Whether his journeys actually amounted to more than a million kilometres remains to be seen. But what we can say is that Wagner was a frequent traveller. It is known that the composer visited Paris at least ten times between 1839 and 1862. Commemorative plaques on various buildings in the city refer to his presence there. A small piece of paper from the holdings of the Richard-Wagner-Stätten, Graupa, contains a hidden clue as to one of Wagner’s whereabouts and stays in the French capital. The slip in question measures just 3.3 x 8.2 cm. The note reads: “R. Wagner. rue de Provence, 59 (cité d’Antin).” While citing a Parisian address, the note is undated, meaning it doesn’t reveal which of the many sojourns the composer was enjoying at the time. Nor does it reveal whether it is the address of his lodgings or those of a sender, whether Wagner himself penned the slip or some other, unknown, person did. The rue de Provence in the Quartier de la Chaussée-d’Antin still exists today. But there is no reference to Wagner there.

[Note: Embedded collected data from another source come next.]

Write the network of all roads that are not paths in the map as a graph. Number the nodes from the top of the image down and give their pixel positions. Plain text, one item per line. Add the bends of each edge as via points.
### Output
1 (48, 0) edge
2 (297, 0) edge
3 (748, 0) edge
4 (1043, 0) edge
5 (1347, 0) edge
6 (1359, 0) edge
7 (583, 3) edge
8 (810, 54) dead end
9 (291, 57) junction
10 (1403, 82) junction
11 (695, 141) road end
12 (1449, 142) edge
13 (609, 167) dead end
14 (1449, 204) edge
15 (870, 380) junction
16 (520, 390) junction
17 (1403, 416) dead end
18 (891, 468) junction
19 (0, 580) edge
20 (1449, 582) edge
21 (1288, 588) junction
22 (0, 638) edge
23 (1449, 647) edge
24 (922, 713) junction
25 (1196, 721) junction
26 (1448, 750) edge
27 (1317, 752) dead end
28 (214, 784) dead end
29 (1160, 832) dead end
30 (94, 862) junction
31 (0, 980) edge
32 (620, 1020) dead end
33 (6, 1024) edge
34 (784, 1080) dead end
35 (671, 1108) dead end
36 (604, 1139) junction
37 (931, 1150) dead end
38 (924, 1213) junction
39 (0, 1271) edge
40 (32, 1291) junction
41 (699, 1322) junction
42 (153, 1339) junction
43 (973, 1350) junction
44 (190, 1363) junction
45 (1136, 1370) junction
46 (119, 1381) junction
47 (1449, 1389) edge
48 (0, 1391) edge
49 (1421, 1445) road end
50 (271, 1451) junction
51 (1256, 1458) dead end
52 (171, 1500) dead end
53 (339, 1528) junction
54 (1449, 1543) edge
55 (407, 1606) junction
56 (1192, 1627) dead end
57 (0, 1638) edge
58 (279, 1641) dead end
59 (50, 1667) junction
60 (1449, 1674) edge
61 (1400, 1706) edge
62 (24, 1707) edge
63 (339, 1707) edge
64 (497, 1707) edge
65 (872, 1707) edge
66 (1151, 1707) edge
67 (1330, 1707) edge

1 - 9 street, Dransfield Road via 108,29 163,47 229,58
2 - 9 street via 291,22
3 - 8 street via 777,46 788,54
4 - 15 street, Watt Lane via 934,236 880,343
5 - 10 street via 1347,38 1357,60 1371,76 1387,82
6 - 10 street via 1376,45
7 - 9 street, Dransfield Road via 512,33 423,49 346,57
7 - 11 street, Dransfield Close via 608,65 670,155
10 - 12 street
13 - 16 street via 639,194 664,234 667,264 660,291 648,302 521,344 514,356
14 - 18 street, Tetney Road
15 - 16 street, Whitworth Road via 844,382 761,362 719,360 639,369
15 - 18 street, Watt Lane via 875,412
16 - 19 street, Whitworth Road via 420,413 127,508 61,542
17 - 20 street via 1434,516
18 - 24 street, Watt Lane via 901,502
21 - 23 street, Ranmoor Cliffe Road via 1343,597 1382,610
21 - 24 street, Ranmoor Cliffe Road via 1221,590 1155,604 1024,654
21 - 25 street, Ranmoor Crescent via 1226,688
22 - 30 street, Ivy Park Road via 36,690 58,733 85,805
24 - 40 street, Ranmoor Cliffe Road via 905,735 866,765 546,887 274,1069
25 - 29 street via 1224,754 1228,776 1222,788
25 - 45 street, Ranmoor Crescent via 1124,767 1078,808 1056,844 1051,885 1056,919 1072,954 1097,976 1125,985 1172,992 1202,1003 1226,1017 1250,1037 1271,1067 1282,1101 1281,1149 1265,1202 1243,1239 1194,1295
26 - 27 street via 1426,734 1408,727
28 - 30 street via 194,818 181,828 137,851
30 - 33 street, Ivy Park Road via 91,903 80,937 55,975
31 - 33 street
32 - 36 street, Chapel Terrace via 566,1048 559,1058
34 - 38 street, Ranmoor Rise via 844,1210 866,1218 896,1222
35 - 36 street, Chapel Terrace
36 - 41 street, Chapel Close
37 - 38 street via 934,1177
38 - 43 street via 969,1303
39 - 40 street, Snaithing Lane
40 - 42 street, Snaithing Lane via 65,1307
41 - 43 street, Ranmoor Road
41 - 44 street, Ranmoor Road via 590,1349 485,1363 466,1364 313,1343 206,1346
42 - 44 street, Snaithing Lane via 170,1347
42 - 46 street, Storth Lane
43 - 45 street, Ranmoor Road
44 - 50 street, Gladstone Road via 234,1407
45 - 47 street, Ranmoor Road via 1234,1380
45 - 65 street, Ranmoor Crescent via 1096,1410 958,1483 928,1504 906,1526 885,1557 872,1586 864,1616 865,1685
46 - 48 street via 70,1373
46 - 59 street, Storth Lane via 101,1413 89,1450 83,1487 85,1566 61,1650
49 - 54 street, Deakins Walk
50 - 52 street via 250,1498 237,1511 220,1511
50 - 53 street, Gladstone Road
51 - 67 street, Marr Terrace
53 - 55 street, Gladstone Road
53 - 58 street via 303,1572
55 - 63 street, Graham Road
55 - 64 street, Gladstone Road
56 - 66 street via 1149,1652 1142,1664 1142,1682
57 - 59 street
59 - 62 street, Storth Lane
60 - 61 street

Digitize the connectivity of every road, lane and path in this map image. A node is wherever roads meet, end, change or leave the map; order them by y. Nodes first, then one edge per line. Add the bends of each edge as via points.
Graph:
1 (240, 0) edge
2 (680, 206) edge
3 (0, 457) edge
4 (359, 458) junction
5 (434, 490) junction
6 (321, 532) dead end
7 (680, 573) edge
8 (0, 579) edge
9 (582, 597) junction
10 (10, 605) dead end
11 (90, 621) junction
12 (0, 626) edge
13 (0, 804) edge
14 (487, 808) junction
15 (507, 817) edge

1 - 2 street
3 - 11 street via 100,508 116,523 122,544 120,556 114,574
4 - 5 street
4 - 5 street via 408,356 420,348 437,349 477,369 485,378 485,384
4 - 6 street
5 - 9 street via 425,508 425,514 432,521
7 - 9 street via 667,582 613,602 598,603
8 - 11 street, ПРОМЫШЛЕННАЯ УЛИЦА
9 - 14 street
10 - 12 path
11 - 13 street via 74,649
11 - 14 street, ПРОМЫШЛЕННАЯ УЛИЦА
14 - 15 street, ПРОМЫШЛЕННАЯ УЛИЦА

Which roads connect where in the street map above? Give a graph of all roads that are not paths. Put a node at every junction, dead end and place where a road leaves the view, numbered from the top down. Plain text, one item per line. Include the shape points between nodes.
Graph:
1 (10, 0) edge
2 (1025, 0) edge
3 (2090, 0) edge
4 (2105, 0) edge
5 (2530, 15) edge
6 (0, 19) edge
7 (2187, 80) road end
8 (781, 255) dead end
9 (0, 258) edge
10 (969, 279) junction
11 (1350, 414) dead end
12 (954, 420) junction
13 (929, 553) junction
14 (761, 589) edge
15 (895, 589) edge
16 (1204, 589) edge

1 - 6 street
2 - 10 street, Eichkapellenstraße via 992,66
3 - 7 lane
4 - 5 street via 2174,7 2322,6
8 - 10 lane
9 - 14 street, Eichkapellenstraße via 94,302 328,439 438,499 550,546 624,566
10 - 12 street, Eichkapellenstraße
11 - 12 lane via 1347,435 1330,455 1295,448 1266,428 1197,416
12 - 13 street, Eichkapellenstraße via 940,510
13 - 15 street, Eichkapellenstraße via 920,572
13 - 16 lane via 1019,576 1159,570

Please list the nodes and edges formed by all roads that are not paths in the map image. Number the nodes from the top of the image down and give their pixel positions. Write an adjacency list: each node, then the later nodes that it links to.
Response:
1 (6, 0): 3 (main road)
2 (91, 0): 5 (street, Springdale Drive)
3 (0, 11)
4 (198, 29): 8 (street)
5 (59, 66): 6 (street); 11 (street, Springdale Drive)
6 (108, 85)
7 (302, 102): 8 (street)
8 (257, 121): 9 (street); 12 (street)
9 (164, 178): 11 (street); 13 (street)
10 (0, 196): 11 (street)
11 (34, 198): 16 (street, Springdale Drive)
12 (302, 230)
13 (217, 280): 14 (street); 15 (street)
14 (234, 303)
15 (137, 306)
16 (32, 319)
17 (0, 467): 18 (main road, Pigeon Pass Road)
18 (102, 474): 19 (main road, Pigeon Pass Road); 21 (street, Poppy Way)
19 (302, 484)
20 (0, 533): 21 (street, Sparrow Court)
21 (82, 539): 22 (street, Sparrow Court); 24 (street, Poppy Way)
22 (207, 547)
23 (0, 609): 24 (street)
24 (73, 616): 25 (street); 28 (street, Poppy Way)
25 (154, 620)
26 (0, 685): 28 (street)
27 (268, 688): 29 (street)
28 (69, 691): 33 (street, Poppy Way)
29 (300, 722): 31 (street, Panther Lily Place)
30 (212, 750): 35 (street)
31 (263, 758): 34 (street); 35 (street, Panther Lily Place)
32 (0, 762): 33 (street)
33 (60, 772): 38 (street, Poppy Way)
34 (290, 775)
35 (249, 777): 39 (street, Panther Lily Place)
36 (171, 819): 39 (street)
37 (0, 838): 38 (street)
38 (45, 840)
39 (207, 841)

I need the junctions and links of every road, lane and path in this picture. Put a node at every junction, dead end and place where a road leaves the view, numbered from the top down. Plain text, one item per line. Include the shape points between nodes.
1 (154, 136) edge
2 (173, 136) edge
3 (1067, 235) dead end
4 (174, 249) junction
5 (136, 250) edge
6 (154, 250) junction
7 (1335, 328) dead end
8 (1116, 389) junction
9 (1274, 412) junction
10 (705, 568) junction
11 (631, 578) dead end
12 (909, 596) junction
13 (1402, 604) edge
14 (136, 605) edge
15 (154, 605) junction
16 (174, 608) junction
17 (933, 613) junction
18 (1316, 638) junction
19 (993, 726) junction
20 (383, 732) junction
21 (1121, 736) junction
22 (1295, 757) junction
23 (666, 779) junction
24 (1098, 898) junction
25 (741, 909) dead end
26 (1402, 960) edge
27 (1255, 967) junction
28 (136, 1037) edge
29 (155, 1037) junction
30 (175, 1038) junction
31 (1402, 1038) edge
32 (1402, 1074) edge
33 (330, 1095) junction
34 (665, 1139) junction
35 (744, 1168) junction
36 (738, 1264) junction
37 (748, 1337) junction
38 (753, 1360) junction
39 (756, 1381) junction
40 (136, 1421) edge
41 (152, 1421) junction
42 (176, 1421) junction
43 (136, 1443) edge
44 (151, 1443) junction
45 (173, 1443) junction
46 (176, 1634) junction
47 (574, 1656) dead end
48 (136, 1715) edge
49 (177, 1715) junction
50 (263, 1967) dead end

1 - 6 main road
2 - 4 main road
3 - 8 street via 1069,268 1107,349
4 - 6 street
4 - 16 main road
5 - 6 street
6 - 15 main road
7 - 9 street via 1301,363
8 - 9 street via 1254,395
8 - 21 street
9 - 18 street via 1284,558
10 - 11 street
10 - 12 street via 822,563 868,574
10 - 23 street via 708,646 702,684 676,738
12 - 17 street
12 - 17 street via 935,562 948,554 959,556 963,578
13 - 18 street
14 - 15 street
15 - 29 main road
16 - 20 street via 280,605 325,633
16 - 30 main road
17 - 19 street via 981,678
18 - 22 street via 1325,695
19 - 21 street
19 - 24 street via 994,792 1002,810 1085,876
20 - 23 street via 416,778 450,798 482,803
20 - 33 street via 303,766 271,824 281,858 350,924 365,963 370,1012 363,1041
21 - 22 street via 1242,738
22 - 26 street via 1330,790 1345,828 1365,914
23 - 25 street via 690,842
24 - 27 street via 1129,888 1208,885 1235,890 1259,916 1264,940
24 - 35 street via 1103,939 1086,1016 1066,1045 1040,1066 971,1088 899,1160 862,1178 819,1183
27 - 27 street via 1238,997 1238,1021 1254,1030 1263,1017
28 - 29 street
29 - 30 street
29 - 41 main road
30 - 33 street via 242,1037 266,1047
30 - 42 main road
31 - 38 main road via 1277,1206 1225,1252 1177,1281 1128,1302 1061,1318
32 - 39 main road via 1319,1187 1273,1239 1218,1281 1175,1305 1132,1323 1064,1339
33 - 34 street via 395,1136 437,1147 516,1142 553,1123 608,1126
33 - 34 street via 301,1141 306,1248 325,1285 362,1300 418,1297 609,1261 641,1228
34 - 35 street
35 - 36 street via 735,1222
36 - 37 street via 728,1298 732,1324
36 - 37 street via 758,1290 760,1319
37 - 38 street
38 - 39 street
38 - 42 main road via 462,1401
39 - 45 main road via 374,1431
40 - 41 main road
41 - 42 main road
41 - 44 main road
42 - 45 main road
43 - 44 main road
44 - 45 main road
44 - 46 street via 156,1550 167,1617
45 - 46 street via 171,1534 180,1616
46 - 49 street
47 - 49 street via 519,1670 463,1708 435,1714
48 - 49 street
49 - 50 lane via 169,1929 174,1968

However, Wagner’s correspondence and a quick aside in his autobiography provided more information. While in search of an “apartment away from noise” he found “lodgings with a room in the Cité de Provence”. In volume 3 of the collected letters, “Sämtliche Briefe Richard Wagners”, one of the first letters Wagner writes to his wife from Paris contains the note: “Finally today … I have taken other lodgings, in a Cité (Cité d’Antin) on the 4th floor – 65 francs!!…”
The sender’s address of rue de Provence subsequently appears in ten of the 17 letters Wagner dispatched from Paris in the period 2 February to 13 March 1850. One of the letters – without a street name, however – is written to the painter, friend, and his “companion in hunger” from his first stay in Paris (1839–42), Ernst Benedict Kietz. In it, Wagner writes: “That you come to Truffaut today! I advise you to. I need the book of Lohengrin again: bring it with you.”
This presents us with a possible explanation as to how and why the address slip pictured above made its way to Graupa, the place in Saxony where Wagner’s opera “Lohengrin” started to take shape. For the back of the slip contains the following handwritten note: “Donated by Prof. Dr. Kietz. Dresden”. The person who penned those words was evidently the younger brother of the painter Ernst Benedict Kietz, to whom Wagner had written the letter requesting the book. The sculptor Gustav Adolph – the “prof.” of the note above – met the composer through his brother. He visited the Wagners during their summer retreat in Graupa in 1846 and later described their quarters in a commemorative book. In the year of the first performance of “Lohengrin” in Bayreuth, he had a plaque placed on the house in memory of the revered composer and, in 1907, became a co-founder of the preservation society for what is now known as the Lohengrin House in Graupa. He donated several objects for display in the Wagner rooms set up in the house that same year, among them the address slip shown here.
But who’s to tell? It could be that this little address slip was originally attached to Richard Wagner’s letter to Ernst Benedict Kietz of 13 February 1850. It could also be that Wagner wrote the address on the note and sent it to his friend via a third party. Whichever is the case, the note slip was preserved with other mementos and was deemed significant enough to be kept and eventually donated to Graupa.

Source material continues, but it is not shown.